The law covers new motor vehicles that are purchased or leased in the state of Minnesota. Besides passenger cars, pickup trucks and vans, the law also covers self-propelled motor vehicle chassis or the van portion of a recreational vehicle. Leased vehicles are covered by the Minnesota Lemon Law if the lease term is longer than four months.

Used vehicles are also covered under Minnesota Lemon Law as long as the motor vehicles are still under the original manufacturer’s warranty.

In order to be covered, motor vehicles must be used at least 40 percent of the time for personal, family or household purposes.

The first report of a defect with the motor vehicle must occur within the warranty period or two years, whichever comes first. If you have continuing problems with the same defect, however, you can still make a claim until the end of the third year.

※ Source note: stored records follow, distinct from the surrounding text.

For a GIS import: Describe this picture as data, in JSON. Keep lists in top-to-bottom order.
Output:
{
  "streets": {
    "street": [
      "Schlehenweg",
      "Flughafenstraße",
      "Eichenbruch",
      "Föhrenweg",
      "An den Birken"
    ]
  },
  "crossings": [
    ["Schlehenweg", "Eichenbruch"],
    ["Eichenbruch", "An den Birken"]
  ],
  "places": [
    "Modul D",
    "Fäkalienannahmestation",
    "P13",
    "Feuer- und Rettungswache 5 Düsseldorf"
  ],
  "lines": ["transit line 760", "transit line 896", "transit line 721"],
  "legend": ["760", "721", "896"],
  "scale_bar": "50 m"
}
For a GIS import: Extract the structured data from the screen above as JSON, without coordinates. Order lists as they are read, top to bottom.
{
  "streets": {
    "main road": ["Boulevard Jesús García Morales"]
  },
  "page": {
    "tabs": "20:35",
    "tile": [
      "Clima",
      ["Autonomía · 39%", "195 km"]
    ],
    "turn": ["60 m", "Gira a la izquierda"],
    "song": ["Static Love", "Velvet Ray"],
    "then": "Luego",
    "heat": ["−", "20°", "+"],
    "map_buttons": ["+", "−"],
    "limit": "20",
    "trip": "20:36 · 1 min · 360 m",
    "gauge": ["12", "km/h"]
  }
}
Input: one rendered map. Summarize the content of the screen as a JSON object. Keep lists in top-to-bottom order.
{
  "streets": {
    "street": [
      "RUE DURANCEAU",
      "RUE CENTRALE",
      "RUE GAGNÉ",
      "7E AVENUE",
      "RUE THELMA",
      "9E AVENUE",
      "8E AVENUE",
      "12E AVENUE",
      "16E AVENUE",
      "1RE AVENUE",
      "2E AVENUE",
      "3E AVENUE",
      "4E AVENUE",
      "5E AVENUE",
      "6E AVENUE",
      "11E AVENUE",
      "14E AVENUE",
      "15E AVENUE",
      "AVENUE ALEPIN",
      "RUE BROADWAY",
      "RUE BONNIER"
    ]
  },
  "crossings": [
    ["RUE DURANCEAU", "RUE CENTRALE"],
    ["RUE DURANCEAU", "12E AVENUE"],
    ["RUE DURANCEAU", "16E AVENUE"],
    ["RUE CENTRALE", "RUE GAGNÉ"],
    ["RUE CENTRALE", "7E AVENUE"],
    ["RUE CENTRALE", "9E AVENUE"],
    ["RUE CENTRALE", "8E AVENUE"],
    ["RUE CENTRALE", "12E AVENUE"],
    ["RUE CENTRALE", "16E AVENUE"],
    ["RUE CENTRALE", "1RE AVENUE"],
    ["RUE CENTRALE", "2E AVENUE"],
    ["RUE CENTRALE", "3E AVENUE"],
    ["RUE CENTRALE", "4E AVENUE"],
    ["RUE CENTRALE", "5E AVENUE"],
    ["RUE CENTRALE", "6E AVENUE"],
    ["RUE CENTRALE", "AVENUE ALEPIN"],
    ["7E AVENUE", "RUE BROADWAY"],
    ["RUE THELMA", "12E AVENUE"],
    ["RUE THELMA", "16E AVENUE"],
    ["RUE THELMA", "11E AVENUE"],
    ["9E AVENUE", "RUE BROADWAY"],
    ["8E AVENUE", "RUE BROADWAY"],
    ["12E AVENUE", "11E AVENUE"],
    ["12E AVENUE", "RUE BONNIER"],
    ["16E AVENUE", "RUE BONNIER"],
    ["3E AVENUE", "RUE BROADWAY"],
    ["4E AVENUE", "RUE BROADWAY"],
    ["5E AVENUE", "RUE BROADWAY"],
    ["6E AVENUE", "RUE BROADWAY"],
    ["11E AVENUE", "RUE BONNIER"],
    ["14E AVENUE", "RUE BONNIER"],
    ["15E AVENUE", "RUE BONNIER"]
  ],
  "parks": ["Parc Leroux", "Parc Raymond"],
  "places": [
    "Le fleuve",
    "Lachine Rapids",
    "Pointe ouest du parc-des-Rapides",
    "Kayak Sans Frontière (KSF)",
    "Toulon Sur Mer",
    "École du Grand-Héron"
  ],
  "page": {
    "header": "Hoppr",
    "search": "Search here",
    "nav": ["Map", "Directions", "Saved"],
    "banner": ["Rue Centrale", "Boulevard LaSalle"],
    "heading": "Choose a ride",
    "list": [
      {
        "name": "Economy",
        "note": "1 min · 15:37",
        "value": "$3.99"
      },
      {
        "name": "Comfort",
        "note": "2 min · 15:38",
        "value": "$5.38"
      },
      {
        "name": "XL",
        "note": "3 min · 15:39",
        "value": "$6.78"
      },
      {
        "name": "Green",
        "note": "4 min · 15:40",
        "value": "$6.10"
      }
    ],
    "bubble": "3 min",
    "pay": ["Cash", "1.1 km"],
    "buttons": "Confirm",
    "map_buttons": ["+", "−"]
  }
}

Manufacturer’s Repair Duty

Under the provisions of the Minnesota Lemon Law, the manufacturer, or its authorized agent, the dealer, must repair a motor vehicle according to the terms of the manufacturer’s warranty, even after the warranty has expired, if:

  • The motor vehicle has a problem or defect specifically covered by the warranty, and
  • The vehicle’s owner has reported the problem within the warranty period or within two years after delivery of the vehicle, whichever comes first.

Requirement for the Manufacturer to Refund or Replace

For cars that have substantial defects of problems, those cars that are commonly called “lemons,” the Minnesota Lemon Law has special refund and replacement provisions.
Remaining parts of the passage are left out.